Anti-Contamination a Priority

TCD expects to dry and trim 65,000-100,000 pounds of cannabis through next fall – and with that volume, anti-contamination practices are top of mind.

TCD has teams of 36 trimmers who work with two quality-control leads and a floor manager in client-specific rows, and there are never more than two clients’ products on each trimming floor at any given time.

Trim staffers use a vacuum, isopropyl alcohol to remove buildup, and hydrogen peroxide to kill bacteria on trim bins, separation bins, scissors, trim trays, tables and chairs. They also replace butcher paper on tables for every client’s product.

Anyone who steps on to the trimming floor is required to wear medical booties, and floors are swept daily and mopped weekly. Trimmers also wear gloves that are never reused.

TCD is transparent with its clients and has an open-door policy, meaning clients can peek in on operations at any time.

The result of TCD’s diligent anti-contamination efforts: zero events of cross-contamination as of this past fall.

“The diligence in our anti-cross-contamination work is how we’ve gotten where we are,” Pelzner said. “Anyone can trim bud. It’s how we trim and how we guarantee your product is safe in our hands.”
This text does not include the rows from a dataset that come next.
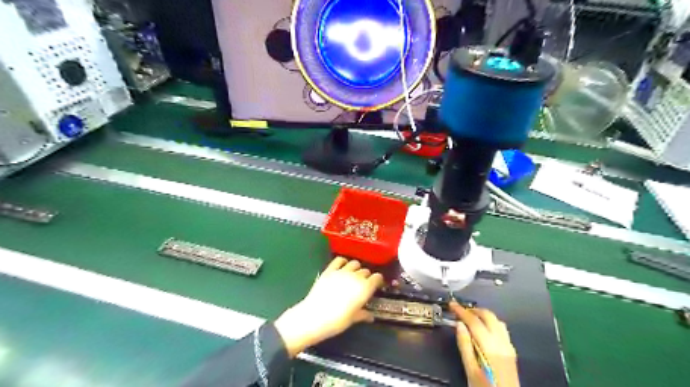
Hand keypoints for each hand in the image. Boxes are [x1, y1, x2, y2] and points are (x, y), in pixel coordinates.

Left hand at [274, 257, 382, 357]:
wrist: (314, 317)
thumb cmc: (336, 321)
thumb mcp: (353, 319)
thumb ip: (363, 314)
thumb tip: (370, 316)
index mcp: (365, 288)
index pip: (377, 278)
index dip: (377, 281)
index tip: (376, 286)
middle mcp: (356, 277)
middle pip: (366, 271)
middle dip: (366, 276)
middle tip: (363, 284)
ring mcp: (342, 271)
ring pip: (355, 263)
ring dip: (356, 268)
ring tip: (353, 275)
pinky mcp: (330, 270)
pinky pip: (339, 259)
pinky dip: (343, 262)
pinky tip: (342, 267)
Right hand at [452, 303, 520, 386]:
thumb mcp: (470, 370)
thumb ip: (464, 345)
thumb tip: (459, 325)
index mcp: (490, 346)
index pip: (474, 321)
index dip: (461, 311)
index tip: (452, 304)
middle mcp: (502, 342)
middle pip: (488, 316)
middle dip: (473, 310)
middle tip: (460, 311)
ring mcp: (509, 346)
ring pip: (497, 320)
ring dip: (483, 315)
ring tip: (471, 318)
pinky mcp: (512, 351)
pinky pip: (502, 329)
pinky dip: (491, 322)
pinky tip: (484, 329)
Looking ahead, such diligence could allow CannaGuard, TCD and the other businesses that make up OmniTek Holdings to become trendsetters for the marijuana industry.

“Our ultimate goal is to have this really beautiful cycle, where CannaGuard starts with a company during the application and works with them through the licensing period. Then, once they’re licensed, TCD can help them take their product to market, or help them find products to fill their shelves,” said Stokes, the CEO. “We’re building new infrastructure, policies, processes and software from the ground up.”